There is a way in which an oral statement can be deemed binding, even though it conflicts with a written contract and does not fall within any of the exceptions to the parol rule. If one party says something to the effect that ‘I will sign this document if you will assure me that it means …….’, the courts may find that two contracts have been created: the written agreement, and the collateral contract based on the oral statement. This was the position held by the court in the case of City and Westminster Properties (1934) ltd v Mudd (1959).

It has been suggested that the device of finding a collateral contract based on an oral statement largely eliminates the parol evidence rule, and the above case does tend to support this view. A statement seems to operate as a collateral agreement if supported by separate consideration. This will often be provided by the act of entering into the main contract. Hence entering the main contract will not be considered for the collateral promise if that promise is made after the main contract is concluded.
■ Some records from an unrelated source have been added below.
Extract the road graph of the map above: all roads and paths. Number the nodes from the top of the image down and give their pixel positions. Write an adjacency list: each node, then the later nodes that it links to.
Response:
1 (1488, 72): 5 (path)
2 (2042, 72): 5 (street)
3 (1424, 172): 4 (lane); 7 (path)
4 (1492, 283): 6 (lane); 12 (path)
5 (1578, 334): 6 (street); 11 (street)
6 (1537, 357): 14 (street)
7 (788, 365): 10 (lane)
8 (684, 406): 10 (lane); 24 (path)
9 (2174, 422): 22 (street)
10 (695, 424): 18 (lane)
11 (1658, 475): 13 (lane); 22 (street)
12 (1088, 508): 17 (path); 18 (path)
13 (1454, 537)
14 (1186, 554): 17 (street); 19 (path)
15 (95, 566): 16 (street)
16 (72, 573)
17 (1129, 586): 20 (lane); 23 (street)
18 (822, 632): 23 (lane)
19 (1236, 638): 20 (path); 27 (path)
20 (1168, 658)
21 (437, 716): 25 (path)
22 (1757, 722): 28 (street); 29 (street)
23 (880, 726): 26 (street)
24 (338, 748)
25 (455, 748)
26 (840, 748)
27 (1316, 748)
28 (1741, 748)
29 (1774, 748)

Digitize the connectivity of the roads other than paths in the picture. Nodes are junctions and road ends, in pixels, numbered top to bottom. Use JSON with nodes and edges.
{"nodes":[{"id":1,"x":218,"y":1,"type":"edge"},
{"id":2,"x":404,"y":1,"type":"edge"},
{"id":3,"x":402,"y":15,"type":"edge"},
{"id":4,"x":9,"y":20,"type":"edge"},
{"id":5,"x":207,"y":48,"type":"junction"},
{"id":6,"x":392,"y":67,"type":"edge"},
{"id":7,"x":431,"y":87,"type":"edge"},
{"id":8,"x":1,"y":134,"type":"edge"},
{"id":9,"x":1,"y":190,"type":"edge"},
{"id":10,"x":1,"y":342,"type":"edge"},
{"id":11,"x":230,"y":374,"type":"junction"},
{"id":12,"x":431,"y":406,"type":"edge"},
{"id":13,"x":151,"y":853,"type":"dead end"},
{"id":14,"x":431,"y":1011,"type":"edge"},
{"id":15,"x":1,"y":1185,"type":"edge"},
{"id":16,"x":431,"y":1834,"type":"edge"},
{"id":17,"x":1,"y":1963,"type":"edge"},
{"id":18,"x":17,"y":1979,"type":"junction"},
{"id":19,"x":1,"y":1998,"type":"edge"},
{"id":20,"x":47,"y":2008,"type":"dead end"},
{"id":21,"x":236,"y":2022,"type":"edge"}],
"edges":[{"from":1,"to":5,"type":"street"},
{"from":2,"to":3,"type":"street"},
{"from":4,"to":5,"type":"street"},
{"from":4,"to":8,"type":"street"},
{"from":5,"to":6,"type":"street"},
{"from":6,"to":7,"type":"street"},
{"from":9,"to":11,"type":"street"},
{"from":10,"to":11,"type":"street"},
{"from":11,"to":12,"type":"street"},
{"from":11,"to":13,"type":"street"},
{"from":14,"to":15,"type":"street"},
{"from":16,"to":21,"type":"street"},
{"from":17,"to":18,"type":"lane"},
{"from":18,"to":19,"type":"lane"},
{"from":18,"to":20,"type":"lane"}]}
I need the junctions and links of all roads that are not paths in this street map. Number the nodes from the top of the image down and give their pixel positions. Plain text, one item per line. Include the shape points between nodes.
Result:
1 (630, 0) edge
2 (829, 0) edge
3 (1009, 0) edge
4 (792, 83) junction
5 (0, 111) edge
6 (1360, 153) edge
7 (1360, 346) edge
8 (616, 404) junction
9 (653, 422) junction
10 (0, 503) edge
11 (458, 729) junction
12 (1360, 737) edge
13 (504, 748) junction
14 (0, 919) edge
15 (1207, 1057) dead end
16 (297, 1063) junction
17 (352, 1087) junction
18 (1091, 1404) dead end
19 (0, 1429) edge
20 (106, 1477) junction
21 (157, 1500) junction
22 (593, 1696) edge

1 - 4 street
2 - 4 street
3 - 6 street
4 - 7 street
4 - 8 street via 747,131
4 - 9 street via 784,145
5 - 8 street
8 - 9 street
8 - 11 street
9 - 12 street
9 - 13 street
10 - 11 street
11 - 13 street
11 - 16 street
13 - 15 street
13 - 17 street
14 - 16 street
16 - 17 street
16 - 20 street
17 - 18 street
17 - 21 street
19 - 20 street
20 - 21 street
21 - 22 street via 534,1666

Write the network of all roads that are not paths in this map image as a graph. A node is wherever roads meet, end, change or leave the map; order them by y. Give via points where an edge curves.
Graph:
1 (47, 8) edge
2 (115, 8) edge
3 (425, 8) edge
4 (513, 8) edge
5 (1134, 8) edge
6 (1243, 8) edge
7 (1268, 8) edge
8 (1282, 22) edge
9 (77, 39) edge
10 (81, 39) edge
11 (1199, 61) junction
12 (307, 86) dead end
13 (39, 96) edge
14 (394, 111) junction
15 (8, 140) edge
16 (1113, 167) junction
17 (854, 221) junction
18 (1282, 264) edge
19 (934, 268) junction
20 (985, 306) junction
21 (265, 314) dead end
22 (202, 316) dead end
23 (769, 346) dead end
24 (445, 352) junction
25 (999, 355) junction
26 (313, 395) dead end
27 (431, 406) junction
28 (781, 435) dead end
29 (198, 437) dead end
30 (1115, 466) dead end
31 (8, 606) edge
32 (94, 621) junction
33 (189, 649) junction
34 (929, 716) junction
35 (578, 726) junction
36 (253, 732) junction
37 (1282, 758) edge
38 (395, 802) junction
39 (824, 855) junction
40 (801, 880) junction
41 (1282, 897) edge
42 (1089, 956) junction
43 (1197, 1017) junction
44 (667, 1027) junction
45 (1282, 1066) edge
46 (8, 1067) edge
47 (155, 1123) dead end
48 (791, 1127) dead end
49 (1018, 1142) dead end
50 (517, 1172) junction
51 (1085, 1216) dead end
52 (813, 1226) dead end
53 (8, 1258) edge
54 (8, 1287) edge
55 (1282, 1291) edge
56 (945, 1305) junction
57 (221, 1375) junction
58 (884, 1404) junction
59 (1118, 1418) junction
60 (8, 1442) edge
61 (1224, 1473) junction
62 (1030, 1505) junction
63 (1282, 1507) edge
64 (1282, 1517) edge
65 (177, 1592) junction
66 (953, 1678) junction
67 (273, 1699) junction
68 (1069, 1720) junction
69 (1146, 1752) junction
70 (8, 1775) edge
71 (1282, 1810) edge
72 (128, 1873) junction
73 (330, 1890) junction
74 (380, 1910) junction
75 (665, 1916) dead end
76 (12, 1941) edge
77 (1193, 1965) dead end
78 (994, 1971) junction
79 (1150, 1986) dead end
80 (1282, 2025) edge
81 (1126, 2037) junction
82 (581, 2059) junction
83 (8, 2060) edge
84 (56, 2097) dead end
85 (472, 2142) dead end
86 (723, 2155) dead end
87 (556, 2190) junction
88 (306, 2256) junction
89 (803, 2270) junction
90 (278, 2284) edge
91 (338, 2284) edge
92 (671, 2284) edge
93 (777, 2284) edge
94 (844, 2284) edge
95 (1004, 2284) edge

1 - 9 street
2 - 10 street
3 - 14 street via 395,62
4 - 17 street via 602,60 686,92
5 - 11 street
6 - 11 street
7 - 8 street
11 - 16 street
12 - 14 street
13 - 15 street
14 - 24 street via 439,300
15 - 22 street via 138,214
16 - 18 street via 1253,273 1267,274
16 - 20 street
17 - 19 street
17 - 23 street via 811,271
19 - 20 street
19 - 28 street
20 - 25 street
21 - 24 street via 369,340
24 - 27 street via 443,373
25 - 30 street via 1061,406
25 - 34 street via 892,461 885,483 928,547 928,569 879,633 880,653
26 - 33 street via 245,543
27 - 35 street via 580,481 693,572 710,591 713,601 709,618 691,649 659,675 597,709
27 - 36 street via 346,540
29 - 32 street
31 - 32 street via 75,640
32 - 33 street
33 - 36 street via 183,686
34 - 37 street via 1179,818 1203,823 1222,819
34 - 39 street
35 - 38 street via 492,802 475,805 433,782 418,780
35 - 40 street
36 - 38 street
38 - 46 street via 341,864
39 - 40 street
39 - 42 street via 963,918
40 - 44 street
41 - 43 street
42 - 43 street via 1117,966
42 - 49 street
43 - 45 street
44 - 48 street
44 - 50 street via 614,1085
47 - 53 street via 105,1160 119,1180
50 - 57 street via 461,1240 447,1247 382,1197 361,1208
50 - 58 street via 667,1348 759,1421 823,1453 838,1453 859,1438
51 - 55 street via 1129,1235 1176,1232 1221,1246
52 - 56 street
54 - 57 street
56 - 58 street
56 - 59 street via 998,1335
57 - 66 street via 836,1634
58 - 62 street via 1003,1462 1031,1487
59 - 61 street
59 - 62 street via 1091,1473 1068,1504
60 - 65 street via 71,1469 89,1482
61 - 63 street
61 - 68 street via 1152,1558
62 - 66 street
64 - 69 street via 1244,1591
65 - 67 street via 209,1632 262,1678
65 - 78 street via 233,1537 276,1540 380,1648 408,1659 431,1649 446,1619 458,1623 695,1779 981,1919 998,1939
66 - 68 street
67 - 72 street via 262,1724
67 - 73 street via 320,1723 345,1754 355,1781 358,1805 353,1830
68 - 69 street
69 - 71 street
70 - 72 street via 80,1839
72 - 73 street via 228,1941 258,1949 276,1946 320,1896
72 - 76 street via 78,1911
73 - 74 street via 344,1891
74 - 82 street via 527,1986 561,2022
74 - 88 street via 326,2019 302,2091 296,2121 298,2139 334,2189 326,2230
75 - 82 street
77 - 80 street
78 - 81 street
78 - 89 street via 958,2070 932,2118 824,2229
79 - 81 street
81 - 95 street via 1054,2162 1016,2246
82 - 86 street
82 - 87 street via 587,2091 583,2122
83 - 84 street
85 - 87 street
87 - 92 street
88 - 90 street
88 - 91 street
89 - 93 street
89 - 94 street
Oral and written statements

As earlier analyzed, where parties enter into a written contract after one party has made oral assurances, there are at least three possibilities as to the status of those oral statements:

  • The contract may be contained exclusively in the written document, with the oral statements being merely representations,
  • The contract may be partly written and partly oral, or
  • There may be two contracts, the main written one and a collateral one based on oral statements.

However it is important to note that different approaches can yield the same practical result as was illustrated in the case of J Evans & Son (Portsmouth) v Andrea Merzario (1976).